Each .bin is raw float32 of shape (-1, 1, 256), 524 288 bytes (= 131 072 floats = 512 × 1 × 256). The leading dim is "max token length"; the runner indexes by len(tokens) to pick the row.

Voice id convention: first letter = accent (a = American, b = British), second letter = gender (f = female, m = male).

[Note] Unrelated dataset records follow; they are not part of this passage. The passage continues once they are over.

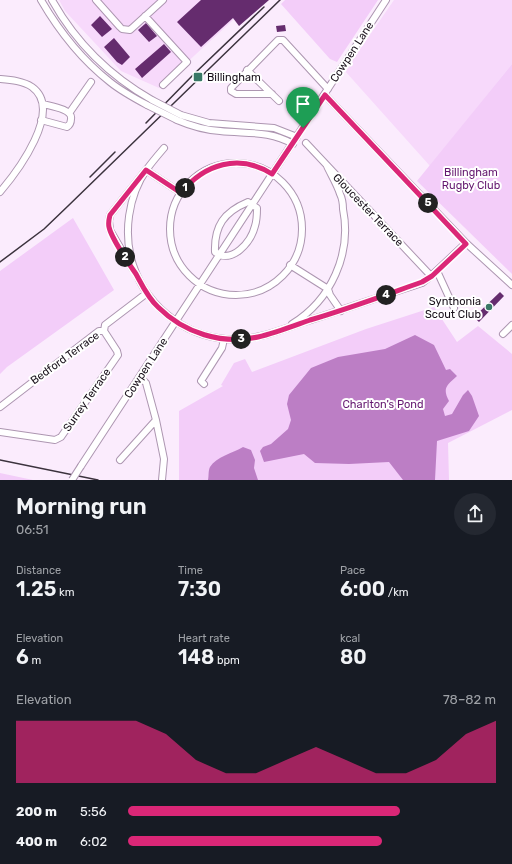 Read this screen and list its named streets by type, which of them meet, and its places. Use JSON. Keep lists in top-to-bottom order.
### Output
{
  "streets": {
    "street": [
      "Cowpen Lane",
      "Gloucester Terrace",
      "Bedford Terrace",
      "Surrey Terrace"
    ]
  },
  "crossings": [
    ["Bedford Terrace", "Surrey Terrace"]
  ],
  "parks": ["Billingham Rugby Club", "Charlton's Pond"],
  "places": {
    "transit": ["Billingham"],
    "other": ["Synthonia Scout Club"]
  },
  "page": {
    "pins": [
      "1",
      "5",
      "2",
      "4",
      "3"
    ],
    "heading": ["Morning run", "06:51"],
    "stats": [
      ["Distance", "1.25 km"],
      ["Time", "7:30"],
      ["Pace", "6:00 /km"],
      ["Elevation", "6 m"],
      ["Heart rate", "148 bpm"],
      ["kcal", "80"]
    ],
    "chart": ["Elevation", "78–82 m"],
    "list": [
      {
        "name": "200 m",
        "note": "5:56"
      },
      {
        "name": "400 m",
        "note": "6:02"
      }
    ]
  }
}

See Voice IDs for the full table.

File	Display name	SHA-256 (first 16)
`voices/af.bin`	American Female (default blend)	`a4f11d9d055a12bf...`
`voices/af_bella.bin`	American Female, Bella	`38e12d4b9b31a751...`
`voices/af_nicole.bin`	American Female, Nicole	`f27666996f2d2277...`
`voices/af_sarah.bin`	American Female, Sarah	`fe4f8b49c272dc5e...`
`voices/af_sky.bin`	American Female, Sky	`f8017c8507ec6a55...`
`voices/am_adam.bin`	American Male, Adam	`6d5255a4b4803f59...`
`voices/am_michael.bin`	American Male, Michael	`9c3be118019ddb41...`
`voices/bf_emma.bin`	British Female, Emma	`fd71ce57d2d69ccb...`
`voices/bf_isabella.bin`	British Female, Isabella	`d3c6f2737d586f01...`
`voices/bm_george.bin`	British Male, George	`68736d5397fcbc46...`
`voices/bm_lewis.bin`	British Male, Lewis	`45b693a17544cc98...`

Total Kokoro footprint: ~88 MB model + 5 KB tokenizer + 11 × 512 KB voices = ~94 MB.

RAG — Knowledge base¶

Stage: rag Manifest: none (built artefact, not a downloaded file)

Property	Value
File	`knowledge.db`
Format	Sauti binary (magic `0x01474152`, format documented at `RagDatabaseBuilder.WriteDatabase`)
Location (source-of-truth)	`ai-models/rag/knowledge.db`
Location (runtime)	`Assets/StreamingAssets/VoiceAI/rag/knowledge.db`
Built by	Sauti -> Build Knowledge Base Editor menu (`RagDatabaseBuilder.BuildFromMenu`)
Input	All `.md` / `.txt` under `knowledge-base/` except `README.md`
Status	pending — build via Editor menu once `MiniLmRagEmbedder` model is in place

See Knowledge base authoring for the full build pipeline.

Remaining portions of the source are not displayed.